Despejo, ameaças e prisão: a comunidade LGBT do Uganda atravessa um ano difícil
O tribunal ugandês enfrenta contestação a uma das leis anti-LGBT mais severas do mundo, mas o que está em causa é mais do que a simples constitucionalidade do diploma aprovado pelo Parlamento.
Os activistas LGBT afirmam que a Lei Anti-Homossexualidade (AHA) deu aos ugandeses uma licença implícita para abusar e discriminar as minorias sexuais.
Embora pelo menos cinco pessoas tenham sido acusadas ao abrigo da lei, desde a sua promulgação em Maio, incluindo duas por alegados crimes passíveis de pena de morte, centenas de outras foram vítimas de tortura, abuso sexual, intimidação e despejo, de acordo com um relatório divulgado em Setembro por grupos de defesa dos direitos humanos.
Contactado para comentar o assunto, o porta-voz do Governo, Ofwono Opondo, respondeu por mensagem de texto: "Não vou perder o meu tempo a dar crédito a falsidades.
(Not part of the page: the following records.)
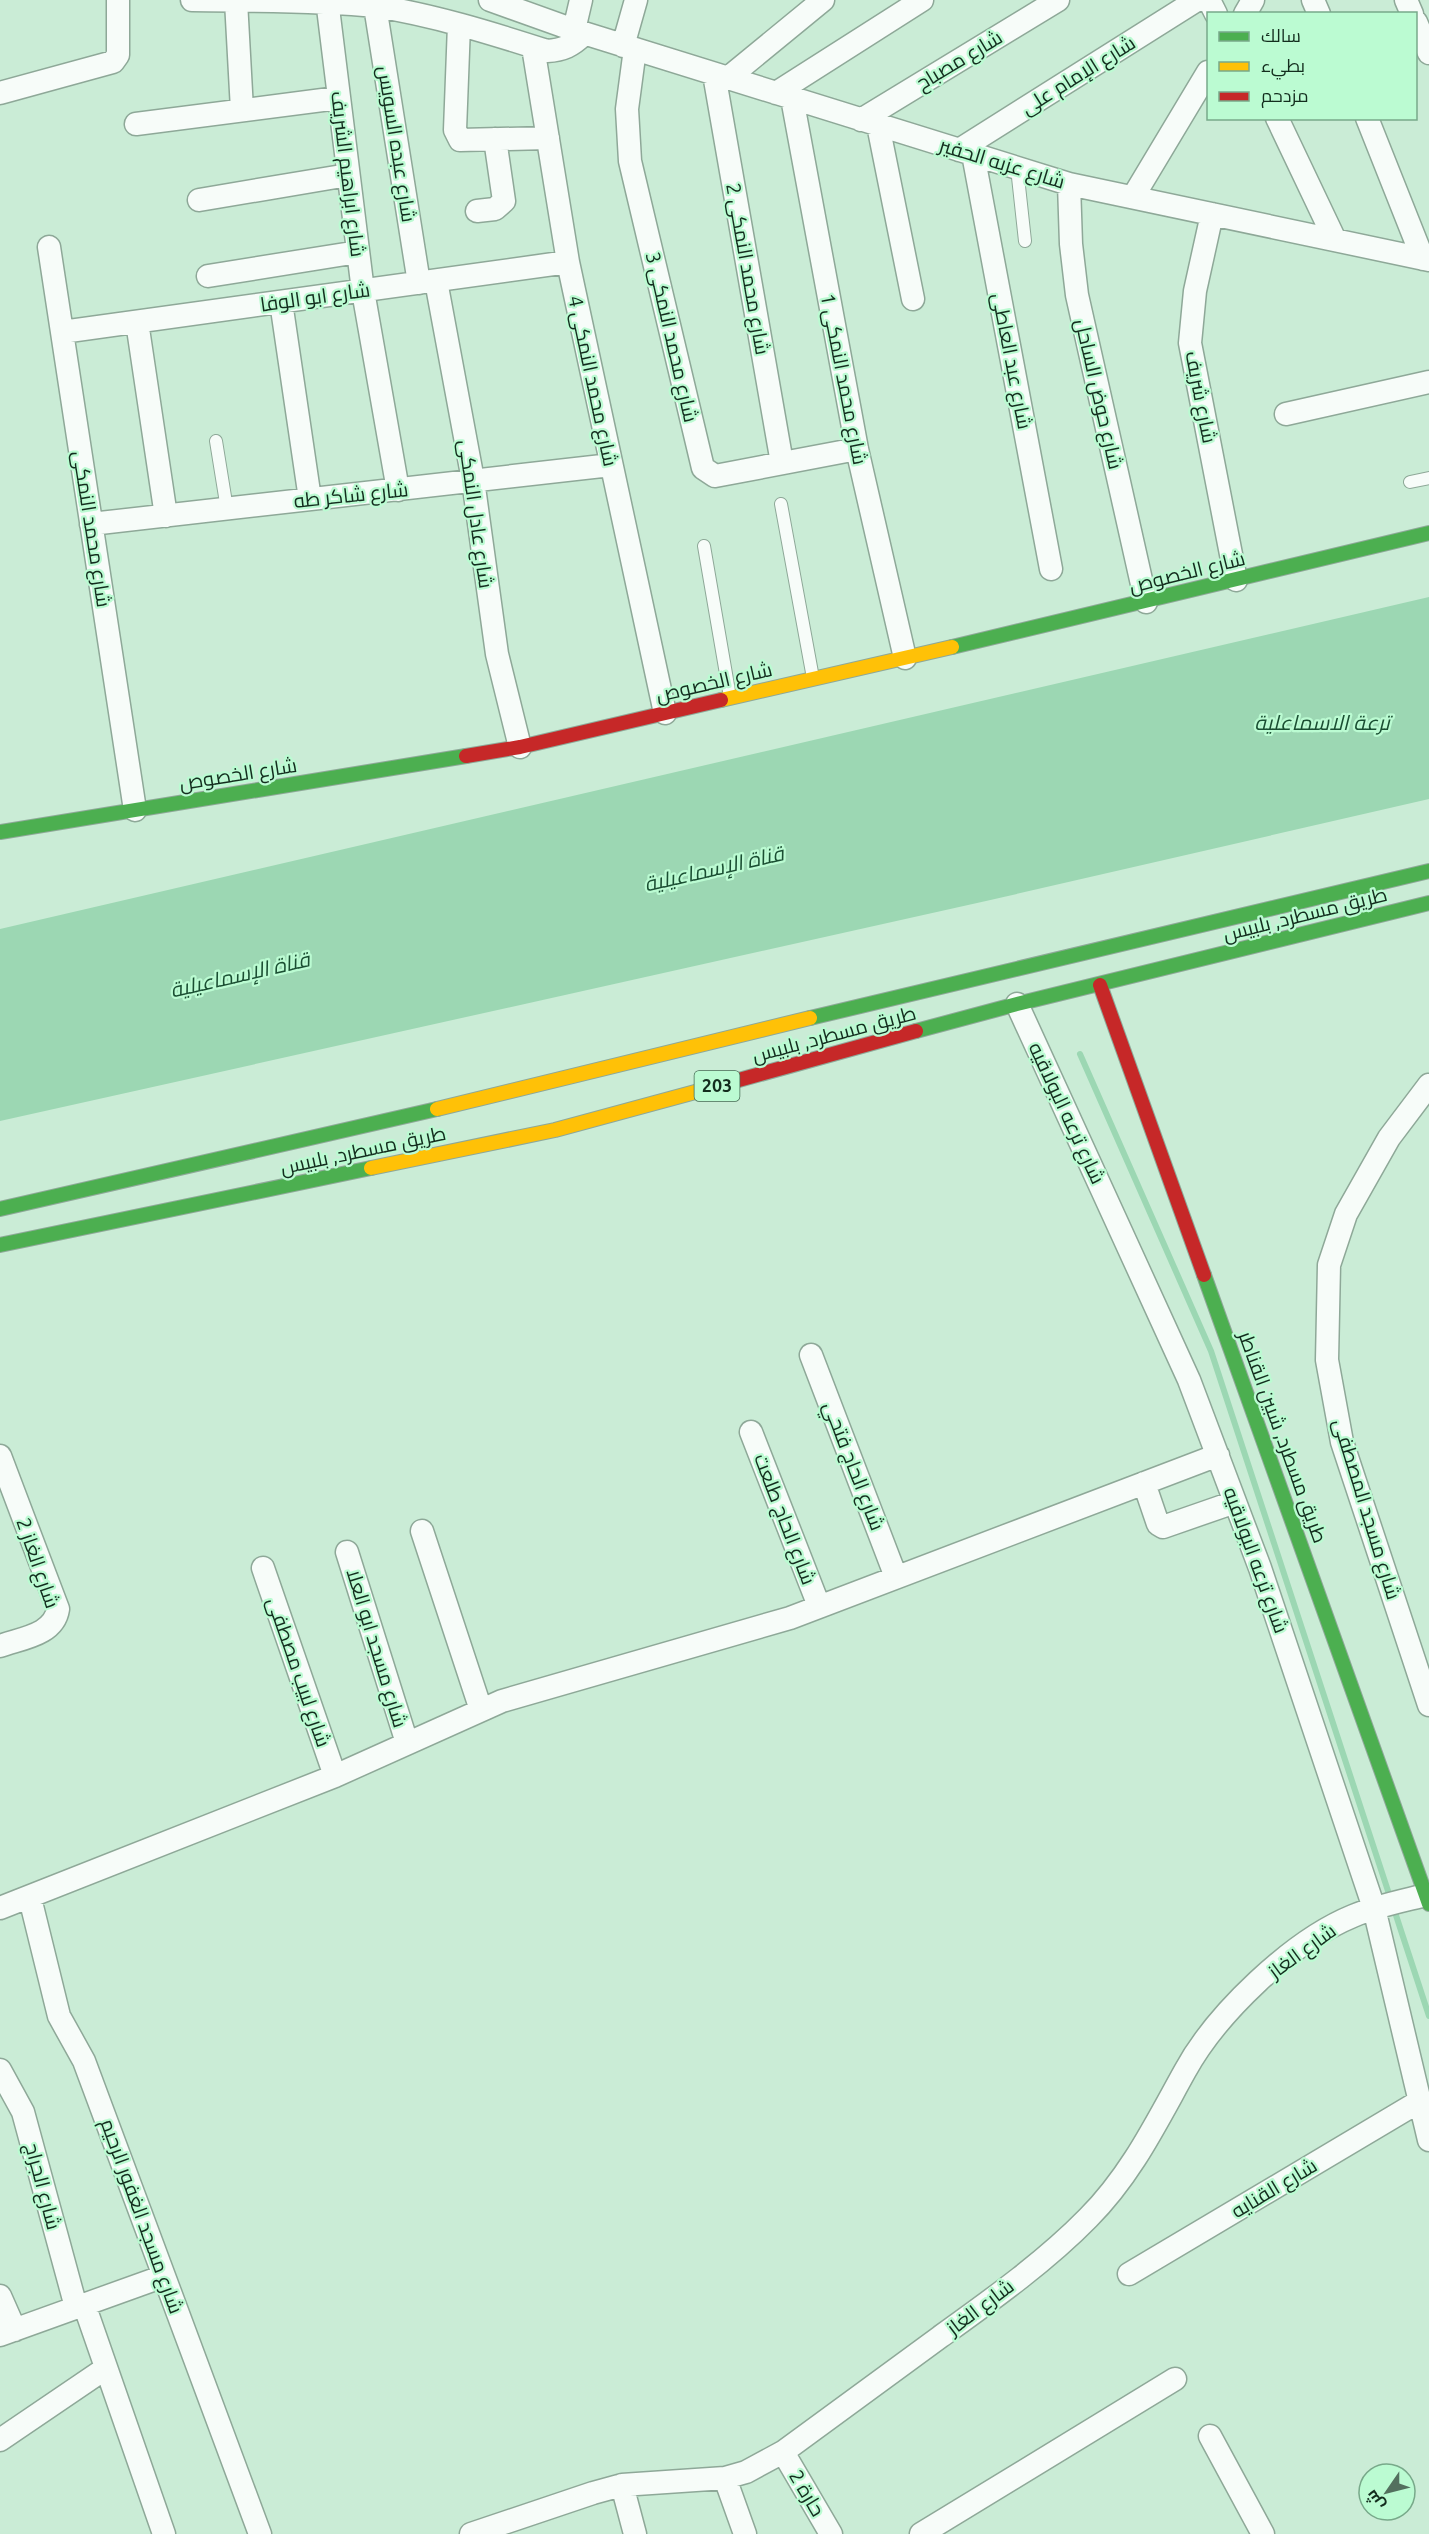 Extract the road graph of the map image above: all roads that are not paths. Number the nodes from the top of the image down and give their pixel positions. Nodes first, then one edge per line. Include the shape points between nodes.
1 (118, 0) edge
2 (192, 0) edge
3 (490, 0) edge
4 (581, 0) edge
5 (823, 0) edge
6 (922, 0) edge
7 (1058, 0) edge
8 (1197, 0) edge
9 (236, 1) edge
10 (327, 1) edge
11 (637, 1) edge
12 (514, 4) edge
13 (375, 6) junction
14 (802, 8) edge
15 (1417, 24) edge
16 (459, 25) junction
17 (579, 32) junction
18 (533, 47) junction
19 (629, 48) junction
20 (1429, 52) edge
21 (1207, 75) edge
22 (721, 76) junction
23 (0, 93) edge
24 (784, 96) junction
25 (338, 98) junction
26 (242, 110) junction
27 (1279, 120) edge
28 (1368, 120) edge
29 (870, 122) junction
30 (136, 123) dead end
31 (548, 138) junction
32 (495, 139) junction
33 (966, 152) junction
34 (1017, 168) junction
35 (348, 175) junction
36 (1069, 184) junction
37 (1133, 197) junction
38 (199, 200) dead end
39 (477, 211) dead end
40 (1212, 214) junction
41 (1335, 240) junction
42 (1025, 241) dead end
43 (49, 247) dead end
44 (358, 252) junction
45 (1426, 260) edge
46 (568, 262) junction
47 (208, 276) dead end
48 (427, 282) junction
49 (363, 291) junction
50 (913, 299) dead end
51 (281, 302) junction
52 (136, 322) junction
53 (62, 332) junction
54 (1429, 382) edge
55 (1286, 414) dead end
56 (216, 441) dead end
57 (857, 449) junction
58 (782, 463) junction
59 (611, 465) junction
60 (1429, 478) edge
61 (472, 480) junction
62 (1410, 482) dead end
63 (398, 490) junction
64 (310, 499) junction
65 (781, 504) dead end
66 (227, 508) junction
67 (166, 516) junction
68 (91, 524) junction
69 (1429, 533) edge
70 (704, 546) dead end
71 (1051, 569) dead end
72 (1236, 580) junction
73 (1146, 602) junction
74 (905, 658) junction
75 (813, 679) junction
76 (730, 698) junction
77 (665, 713) junction
78 (520, 747) junction
79 (135, 810) junction
80 (0, 832) edge
81 (1429, 871) edge
82 (1429, 903) edge
83 (1100, 985) junction
84 (1017, 1004) junction
85 (1429, 1085) edge
86 (0, 1209) edge
87 (0, 1245) edge
88 (811, 1355) dead end
89 (752, 1432) dead end
90 (1218, 1455) junction
91 (0, 1456) edge
92 (1144, 1483) junction
93 (1235, 1502) junction
94 (422, 1531) dead end
95 (347, 1552) dead end
96 (262, 1568) dead end
97 (896, 1577) junction
98 (819, 1606) junction
99 (0, 1646) edge
100 (1423, 1667) edge
101 (1429, 1705) edge
102 (481, 1710) junction
103 (407, 1743) junction
104 (335, 1776) junction
105 (30, 1898) junction
106 (1428, 1899) edge
107 (0, 1908) edge
108 (1374, 1908) junction
109 (0, 2070) edge
110 (1420, 2101) junction
111 (1429, 2140) edge
112 (1129, 2274) dead end
113 (164, 2276) junction
114 (0, 2296) edge
115 (80, 2306) junction
116 (7, 2333) edge
117 (106, 2368) junction
118 (1175, 2379) dead end
119 (1209, 2436) dead end
120 (0, 2440) edge
121 (783, 2452) junction
122 (724, 2478) junction
123 (622, 2485) junction
124 (164, 2534) edge
125 (260, 2534) edge
126 (471, 2534) edge
127 (635, 2534) edge
128 (745, 2534) edge
129 (831, 2534) edge
130 (921, 2534) edge
131 (1263, 2534) edge

1 - 23 street via 118,55 113,62
2 - 9 street
3 - 12 street, شارع عزبه الحفير
4 - 17 street
5 - 14 street
6 - 24 street
7 - 29 street, شارع مصباح
8 - 33 street, شارع الإمام على
9 - 10 street
9 - 26 street
10 - 13 street
10 - 25 street, شارع ابراهيم الشريف
11 - 19 street
12 - 17 street, شارع عزبه الحفير
13 - 16 street
13 - 48 street, شارع عبده السويس
14 - 22 street
15 - 20 street
16 - 18 street
16 - 32 street via 454,130 460,140
17 - 18 street via 574,44 561,50
17 - 19 street, شارع عزبه الحفير
18 - 31 street, شارع محمد النمكى 4
19 - 22 street, شارع عزبه الحفير
19 - 58 street, شارع محمد النمكى 3 via 630,161 701,464 715,476
21 - 37 street
22 - 24 street, شارع عزبه الحفير
22 - 58 street, شارع محمد النمكى 2
24 - 29 street, شارع عزبه الحفير
24 - 57 street, شارع محمد النمكى 1
25 - 26 street
25 - 35 street, شارع ابراهيم الشريف
26 - 30 street
27 - 41 street
28 - 45 street
29 - 33 street, شارع عزبه الحفير
29 - 50 street
31 - 32 street
31 - 46 street, شارع محمد النمكى 4
32 - 39 street via 504,201 495,209
33 - 34 street, شارع عزبه الحفير
33 - 71 street, شارع عبد العاطى
34 - 36 street, شارع عزبه الحفير
34 - 42 lane
35 - 38 street
35 - 44 street, شارع ابراهيم الشريف
36 - 37 street, شارع عزبه الحفير
36 - 73 street, شارع حوض الساحل via 1077,295
37 - 40 street, شارع عزبه الحفير
40 - 41 street, شارع عزبه الحفير
40 - 72 street, شارع شريف via 1195,291 1190,343
41 - 45 street, شارع عزبه الحفير
43 - 53 street, شارع محمد النمكى
44 - 47 street
44 - 49 street, شارع ابراهيم الشريف
46 - 48 street, شارع ابو الوفا
46 - 59 street, شارع محمد النمكى 4
48 - 49 street, شارع ابو الوفا
48 - 61 street, شارع عادل النمكى
49 - 51 street, شارع ابو الوفا
49 - 63 street, شارع ابراهيم الشريف
51 - 52 street, شارع ابو الوفا
51 - 64 street
52 - 53 street, شارع ابو الوفا
52 - 67 street
53 - 68 street, شارع محمد النمكى
54 - 55 street
56 - 66 lane
57 - 58 street, شارع محمد النمكى 3
57 - 74 street, شارع محمد النمكى 1
59 - 61 street, شارع شاكر طه
59 - 77 street, شارع محمد النمكى 4
60 - 62 lane
61 - 63 street, شارع شاكر طه
61 - 78 street, شارع عادل النمكى via 497,654
63 - 64 street, شارع شاكر طه
64 - 66 street, شارع شاكر طه
65 - 75 lane
66 - 67 street, شارع شاكر طه
67 - 68 street, شارع شاكر طه
68 - 79 street, شارع محمد النمكى
69 - 72 main road, شارع الخصوص
70 - 76 lane
72 - 73 main road, شارع الخصوص
73 - 74 main road, شارع الخصوص
74 - 75 main road, شارع الخصوص
75 - 76 main road, شارع الخصوص
76 - 77 main road, شارع الخصوص
77 - 78 main road, شارع الخصوص
78 - 79 main road, شارع الخصوص
79 - 80 main road, شارع الخصوص
81 - 86 main road, طريق مسطرد, بلبيس / 203 via 381,1123
82 - 83 main road, طريق مسطرد, بلبيس / 203
83 - 84 main road, طريق مسطرد, بلبيس / 203
83 - 106 main road, طريق مسطرد, شبين القناطر
84 - 87 main road, طريق مسطرد, بلبيس / 203 via 555,1130
84 - 90 street, شارع ترعه البولاقيه via 1189,1380
85 - 100 street, شارع مسجد المصطفى via 1389,1138 1346,1214 1329,1265 1327,1360 1342,1442
88 - 97 street, شارع الحاج فتحي
89 - 98 street, شارع الحاج طلعت
90 - 92 street
90 - 93 street, شارع ترعه البولاقيه
91 - 99 street, شارع الغاز 2 via 58,1609 51,1627
92 - 93 street via 1158,1524 1163,1527
92 - 97 street
93 - 108 street, شارع ترعه البولاقيه
94 - 102 street
95 - 103 street, شارع مسجد ابو العلا
96 - 104 street, شارع لبيب مصطفى
97 - 98 street
98 - 102 street via 753,1630 539,1689
100 - 101 street, شارع مسجد المصطفى
102 - 103 street
103 - 104 street
104 - 105 street
105 - 107 street
105 - 113 street, شارع مسجد الغفور الرحيم via 59,2016 84,2061
106 - 108 street, شارع الغاز
108 - 110 street, شارع ترعه البولاقيه
108 - 121 street, شارع الغاز via 1308,1940 1243,1997 1186,2069 1134,2163 1087,2219 1009,2286
109 - 115 street, شارع الجراج via 23,2112
110 - 111 street, شارع ترعه البولاقيه
110 - 112 street, شارع القنايه
113 - 115 street
113 - 125 street, شارع مسجد الغفور الرحيم
114 - 116 street
115 - 116 street
115 - 117 street, شارع الجراج
117 - 120 street
117 - 124 street, شارع الجراج
118 - 130 street
119 - 131 street
121 - 122 street, شارع الغاز via 746,2472
121 - 129 street, حارة 2
122 - 123 street, شارع الغاز
122 - 128 street
123 - 126 street, شارع الغاز
123 - 127 street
Eles que continuem com a sua propaganda. Isso não vai alterar negativamente o desempenho do Uganda no terreno."
O Governo afirmou anteriormente que a lei anti-gay se destina a criminalizar a actividade sexual entre pessoas do mesmo sexo e a sua promoção, e não a penalizar os ugandeses LGBT.
Activistas dos direitos LGBT, cidadãos e um legislador estão a tentar anular a lei por razões constitucionais. A Reuters referiu-se a eles apenas pelos nomes próprios ou alcunhas por razões de segurança.
Sem emprego e sem casa
Dias depois de a lei ter sido promulgada, em Maio, Sandra, que é lésbica, foi chamada ao gabinete do responsável do supermercado onde trabalhava. "O meu patrão (...) disse-me: 'Não posso permitir que continues a trabalhar para mim por causa do que se está a passar'", recorda Sandra, 23 anos.
O gerente disse-lhe que, se os clientes soubessem que estava a "contratar alguém como tu", isso arruinaria a reputação da empresa. Sandra, que conta que os pais a mandaram sair de casa quando souberam a sua orientação sexual, em 2019, não conseguiu pagar a renda e foi despejada. Encontrou um lugar para dormir num abrigo para pessoas LGBT em situação de sem-abrigo.
Agora, presta ajuda a pessoas em situação de emergência numa instituição de solidariedade social diferente, que também ajuda pessoas LGBT ugandesas. Quando não está a trabalhar, diz que fica dentro de casa e evita as redes sociais para não chamar a atenção.
Sem sítio para ir
Quando a família soube que era gay, em 2019, Pingu, agora com 22 anos, disse que a mãe o renegou e deixou de pagar as propinas da escola. Os familiares ameaçaram queimar os seus órgãos genitais com água a ferver, disse à Reuters.
Ainda assim, quando os legisladores começaram a considerar a lei em Março, alimentando uma onda de abusos homofóbicos, a vida de Pingu estava prestes a piorar.
Em Maio, Pingu relata ter sido drogado, violado e roubado por um homem com quem tinha ido num encontro, num restaurante. Quando recuperou a consciência, estava seminu na berma da estrada, numa zona florestal. Outro homem ajudou-o a encontrar o caminho de casa, disse.
Pingu descreve que a agressão o deixou com nódoas negras à volta dos órgãos genitais e com dificuldades em andar, mas não procurou ajuda médica nem foi à polícia por recear que isso o pudesse levar à prisão.
"Com toda aquela homofobia que estava a acontecer... Senti que eles [profissionais de saúde] me fariam muitas perguntas, que me denunciariam à polícia", disse. "Não consegui fazer justiça pelo que me tinha acontecido."
Quando a lei foi aprovada, Laura conta que os irmãos e tias lhe disseram que pessoas como ela mereciam a pena de morte. Isso fez com que a jovem de 22 anos começasse a pensar em formas de se suicidar. Laura conta que começou a tomar doses elevadas de antidepressivos e a desejar não acordar. Foi internada num hospital, onde recebeu tratamento e teve alta.
"O que a lei faz a pessoas como eu é fazer-nos sentir como se estivéssemos a ser sufocados pelo mundo ao ponto de não termos ar para respirar", afirmou.